France is the latest country to take steps to ban TikTok from government-managed devices. Stanislas Guerini, the Minister of Public Transformation and Service, and his services issued a statement announcing the move and the reasoning behind this change.

But there’s a twist: Instead of simply banning only TikTok, the French government is saying that all recreational apps are now banned from work devices.

TikTok has said several times that the company doesn’t share user data with the Chinese government. The company has tried to reassure European governments by saying that it will set up and run multiple data centers to store local users’ data in Europe in the near future.

So what is a recreational app exactly? Guerini’s office told the AFP and AP news agencies that some of these apps include TikTok (obviously) as well as Twitter, Instagram, Netflix, Candy Crush and other games, as well as dating apps.

Big Tech’s Big Downgrade

Insider reported:

In recent years, Google users have developed one very specific complaint about the ubiquitous search engine: They can’t find any answers. A simple search for “best pc for gaming” leads to a page dominated by sponsored links rather than helpful advice on which computer to buy.

Meanwhile, the actual results are chock-full of low-quality, search-engine-optimized affiliate content designed to generate money for the publisher rather than provide high-quality answers. As a result, users have resorted to workarounds and hacks to try and find useful information among the ads and low-quality chum. In short, Google’s flagship service now sucks.

And Google isn’t the only tech giant with a slowly deteriorating core product.
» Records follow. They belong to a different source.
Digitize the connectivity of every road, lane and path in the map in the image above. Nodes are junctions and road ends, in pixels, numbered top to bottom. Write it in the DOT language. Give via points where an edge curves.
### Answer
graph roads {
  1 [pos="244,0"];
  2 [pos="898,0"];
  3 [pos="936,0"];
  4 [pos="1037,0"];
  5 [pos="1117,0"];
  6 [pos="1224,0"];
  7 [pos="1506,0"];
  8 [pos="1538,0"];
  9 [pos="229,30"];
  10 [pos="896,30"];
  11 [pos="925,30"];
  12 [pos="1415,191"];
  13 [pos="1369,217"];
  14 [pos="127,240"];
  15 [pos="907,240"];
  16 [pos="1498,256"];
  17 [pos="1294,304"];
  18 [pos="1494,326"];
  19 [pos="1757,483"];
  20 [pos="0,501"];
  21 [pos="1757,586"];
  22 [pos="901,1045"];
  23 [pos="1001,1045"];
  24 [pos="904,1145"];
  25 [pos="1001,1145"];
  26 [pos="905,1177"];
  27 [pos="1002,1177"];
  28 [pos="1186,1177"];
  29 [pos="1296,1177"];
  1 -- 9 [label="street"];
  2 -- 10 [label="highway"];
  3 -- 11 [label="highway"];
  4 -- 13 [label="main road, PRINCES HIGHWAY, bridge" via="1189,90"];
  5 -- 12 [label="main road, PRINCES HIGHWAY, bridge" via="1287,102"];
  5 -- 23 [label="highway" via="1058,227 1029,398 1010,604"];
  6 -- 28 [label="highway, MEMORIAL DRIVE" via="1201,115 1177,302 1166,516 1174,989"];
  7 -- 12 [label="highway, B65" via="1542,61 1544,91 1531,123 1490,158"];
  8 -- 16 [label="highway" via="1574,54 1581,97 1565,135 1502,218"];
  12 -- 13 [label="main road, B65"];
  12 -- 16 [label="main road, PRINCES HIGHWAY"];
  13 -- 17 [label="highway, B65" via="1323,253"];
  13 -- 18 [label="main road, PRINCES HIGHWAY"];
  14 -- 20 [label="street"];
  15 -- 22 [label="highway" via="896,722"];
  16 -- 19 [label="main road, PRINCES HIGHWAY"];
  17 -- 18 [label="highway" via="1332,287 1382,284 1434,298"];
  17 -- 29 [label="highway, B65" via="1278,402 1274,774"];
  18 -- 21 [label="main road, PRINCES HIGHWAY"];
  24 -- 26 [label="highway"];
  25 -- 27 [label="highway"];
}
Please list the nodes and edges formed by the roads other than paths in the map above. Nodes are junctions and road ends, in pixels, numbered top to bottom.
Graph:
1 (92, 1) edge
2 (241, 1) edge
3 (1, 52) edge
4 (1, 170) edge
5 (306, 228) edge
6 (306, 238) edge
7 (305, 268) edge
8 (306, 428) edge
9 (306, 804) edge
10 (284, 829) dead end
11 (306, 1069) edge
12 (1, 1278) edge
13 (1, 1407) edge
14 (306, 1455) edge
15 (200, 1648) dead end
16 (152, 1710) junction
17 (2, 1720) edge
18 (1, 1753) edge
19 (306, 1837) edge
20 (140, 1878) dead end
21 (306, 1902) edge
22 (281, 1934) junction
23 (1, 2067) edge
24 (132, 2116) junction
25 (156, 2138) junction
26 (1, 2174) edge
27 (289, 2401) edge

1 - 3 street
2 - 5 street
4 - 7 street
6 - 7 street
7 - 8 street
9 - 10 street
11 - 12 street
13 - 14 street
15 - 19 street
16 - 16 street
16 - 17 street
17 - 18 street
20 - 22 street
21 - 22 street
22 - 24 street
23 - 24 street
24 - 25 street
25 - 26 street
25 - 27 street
Facebook, a website ostensibly for finding and connecting with your friends, constantly floods users’ feeds with sponsored (or “recommended”) content, and seems to bury the things people want to see under what Facebook decides is relevant.

All of these miserable online experiences are symptoms of an insidious underlying disease: In Silicon Valley, the user’s experience has become subordinate to the company’s stock price. Google, Amazon, Meta, and other tech companies have monetized confusion, constantly testing how much they can interfere with and manipulate users.